Work required:
What is needed is a faithful transcription of all the data below, pictures excluded.
======== Materials provided ========
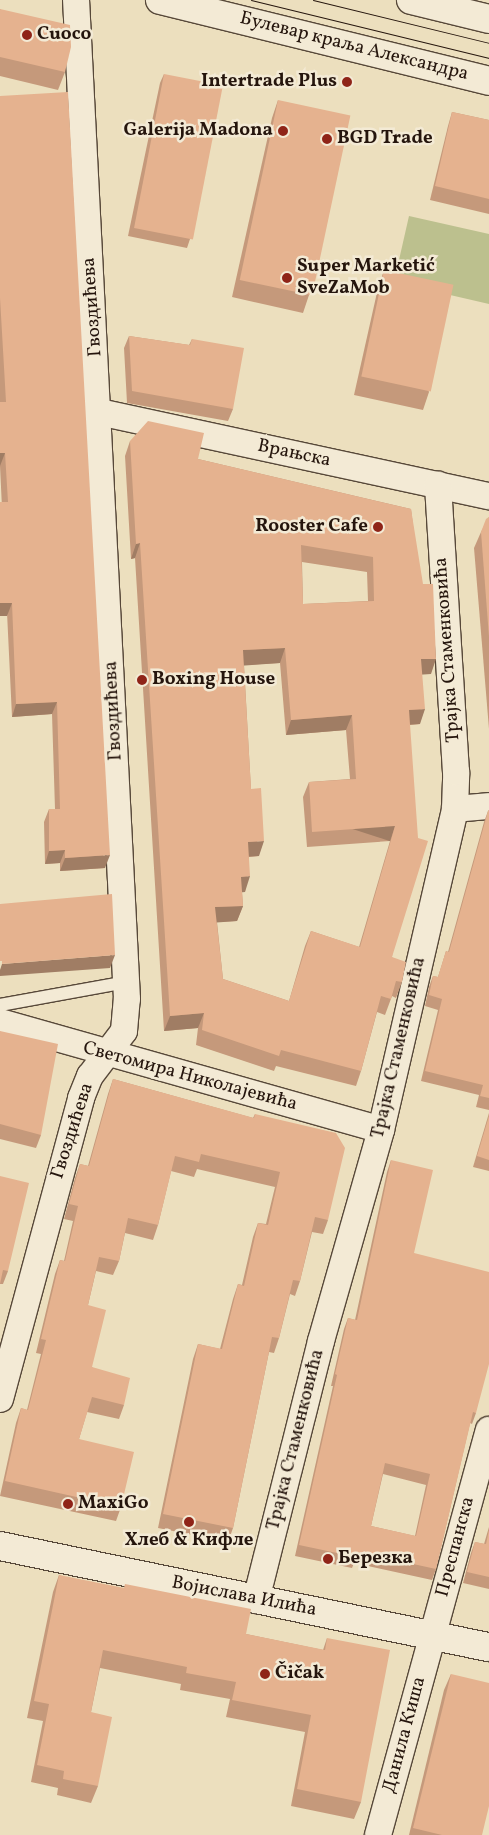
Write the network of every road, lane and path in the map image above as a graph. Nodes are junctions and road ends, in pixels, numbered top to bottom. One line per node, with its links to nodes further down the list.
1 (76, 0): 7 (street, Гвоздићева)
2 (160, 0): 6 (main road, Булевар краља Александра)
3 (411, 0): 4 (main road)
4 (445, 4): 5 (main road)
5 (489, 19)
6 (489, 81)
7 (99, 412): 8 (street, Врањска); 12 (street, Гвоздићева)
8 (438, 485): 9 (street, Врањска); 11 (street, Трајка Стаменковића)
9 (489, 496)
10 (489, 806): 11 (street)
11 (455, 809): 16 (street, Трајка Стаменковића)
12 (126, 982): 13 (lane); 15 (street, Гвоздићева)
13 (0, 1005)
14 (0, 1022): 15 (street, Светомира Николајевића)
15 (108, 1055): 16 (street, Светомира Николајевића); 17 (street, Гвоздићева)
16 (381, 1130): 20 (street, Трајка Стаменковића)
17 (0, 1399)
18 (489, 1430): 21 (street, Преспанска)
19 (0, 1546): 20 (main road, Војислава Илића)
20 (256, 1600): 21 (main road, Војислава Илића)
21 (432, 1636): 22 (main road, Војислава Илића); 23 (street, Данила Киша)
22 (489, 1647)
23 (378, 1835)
========
Result of this task:
Write the network of every road, lane and path in the map image above as a graph. Nodes are junctions and road ends, in pixels, numbered top to bottom. One line per node, with its links to nodes further down the list.
1 (76, 0): 7 (street, Гвоздићева)
2 (160, 0): 6 (main road, Булевар краља Александра)
3 (411, 0): 4 (main road)
4 (445, 4): 5 (main road)
5 (489, 19)
6 (489, 81)
7 (99, 412): 8 (street, Врањска); 12 (street, Гвоздићева)
8 (438, 485): 9 (street, Врањска); 11 (street, Трајка Стаменковића)
9 (489, 496)
10 (489, 806): 11 (street)
11 (455, 809): 16 (street, Трајка Стаменковића)
12 (126, 982): 13 (lane); 15 (street, Гвоздићева)
13 (0, 1005)
14 (0, 1022): 15 (street, Светомира Николајевића)
15 (108, 1055): 16 (street, Светомира Николајевића); 17 (street, Гвоздићева)
16 (381, 1130): 20 (street, Трајка Стаменковића)
17 (0, 1399)
18 (489, 1430): 21 (street, Преспанска)
19 (0, 1546): 20 (main road, Војислава Илића)
20 (256, 1600): 21 (main road, Војислава Илића)
21 (432, 1636): 22 (main road, Војислава Илића); 23 (street, Данила Киша)
22 (489, 1647)
23 (378, 1835)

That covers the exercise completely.